* Available data:
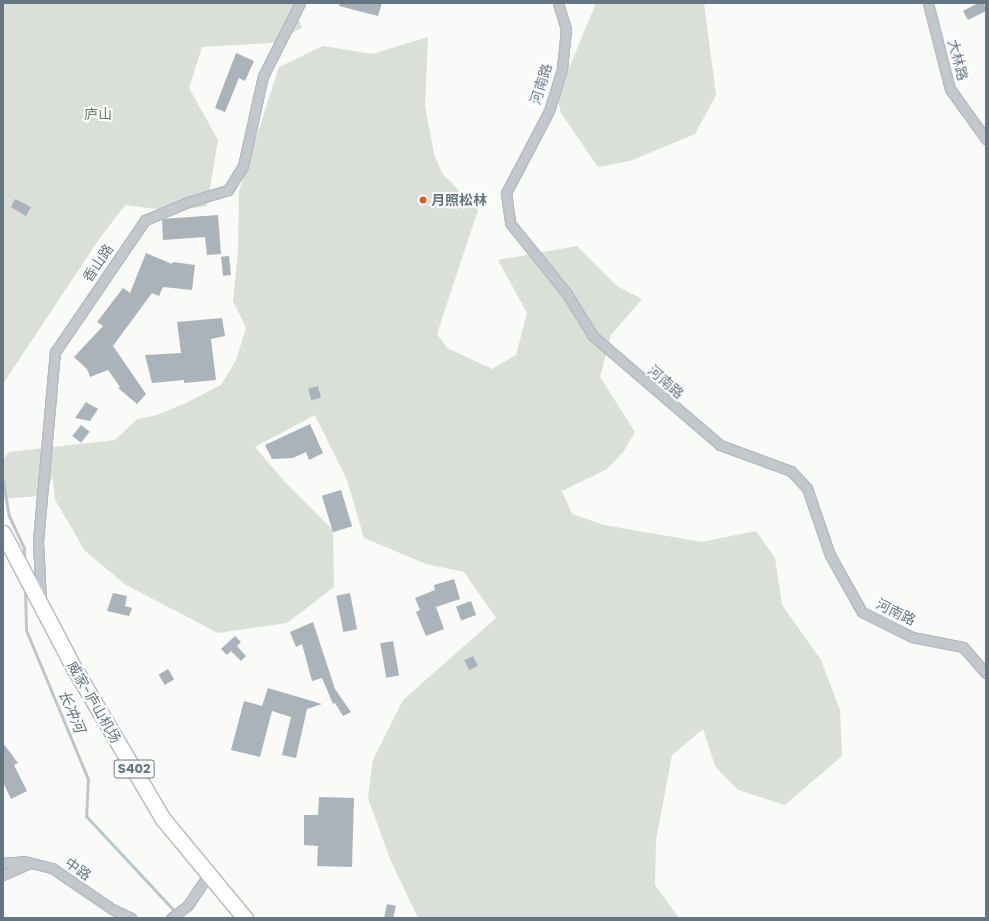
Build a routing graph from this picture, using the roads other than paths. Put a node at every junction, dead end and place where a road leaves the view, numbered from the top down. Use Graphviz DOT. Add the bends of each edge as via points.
graph roads {
  1 [pos="300,3"];
  2 [pos="558,3"];
  3 [pos="928,3"];
  4 [pos="986,139"];
  5 [pos="3,534"];
  6 [pos="42,607"];
  7 [pos="986,673"];
  8 [pos="31,862"];
  9 [pos="3,863"];
  10 [pos="209,874"];
  11 [pos="3,875"];
  12 [pos="131,918"];
  13 [pos="171,918"];
  14 [pos="245,918"];
  1 -- 6 [label="street, 香山路" via="263,76 244,166 228,190 188,202 145,220 55,352 38,541"];
  2 -- 7 [label="street, 河南路" via="566,29 562,69 549,111 506,193 510,223 567,294 598,341 720,445 791,471 807,488 830,555 862,612 912,637 963,647"];
  3 -- 4 [label="street, 大林路" via="950,89"];
  5 -- 6 [label="main road, 威家-庐山机场 / S402"];
  6 -- 10 [label="main road, 威家-庐山机场 / S402" via="74,668 163,819"];
  8 -- 9 [label="street, 中路"];
  8 -- 11 [label="street"];
  8 -- 12 [label="street, 中路" via="52,868 112,909"];
  10 -- 13 [label="street" via="188,905"];
  10 -- 14 [label="main road, 威家-庐山机场 / S402"];
}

* Exercise objective:
Give the data above again, exactly and completely. No pictures go in.

* Written response:
Build a routing graph from this picture, using the roads other than paths. Put a node at every junction, dead end and place where a road leaves the view, numbered from the top down. Use Graphviz DOT. Add the bends of each edge as via points.
graph roads {
  1 [pos="300,3"];
  2 [pos="558,3"];
  3 [pos="928,3"];
  4 [pos="986,139"];
  5 [pos="3,534"];
  6 [pos="42,607"];
  7 [pos="986,673"];
  8 [pos="31,862"];
  9 [pos="3,863"];
  10 [pos="209,874"];
  11 [pos="3,875"];
  12 [pos="131,918"];
  13 [pos="171,918"];
  14 [pos="245,918"];
  1 -- 6 [label="street, 香山路" via="263,76 244,166 228,190 188,202 145,220 55,352 38,541"];
  2 -- 7 [label="street, 河南路" via="566,29 562,69 549,111 506,193 510,223 567,294 598,341 720,445 791,471 807,488 830,555 862,612 912,637 963,647"];
  3 -- 4 [label="street, 大林路" via="950,89"];
  5 -- 6 [label="main road, 威家-庐山机场 / S402"];
  6 -- 10 [label="main road, 威家-庐山机场 / S402" via="74,668 163,819"];
  8 -- 9 [label="street, 中路"];
  8 -- 11 [label="street"];
  8 -- 12 [label="street, 中路" via="52,868 112,909"];
  10 -- 13 [label="street" via="188,905"];
  10 -- 14 [label="main road, 威家-庐山机场 / S402"];
}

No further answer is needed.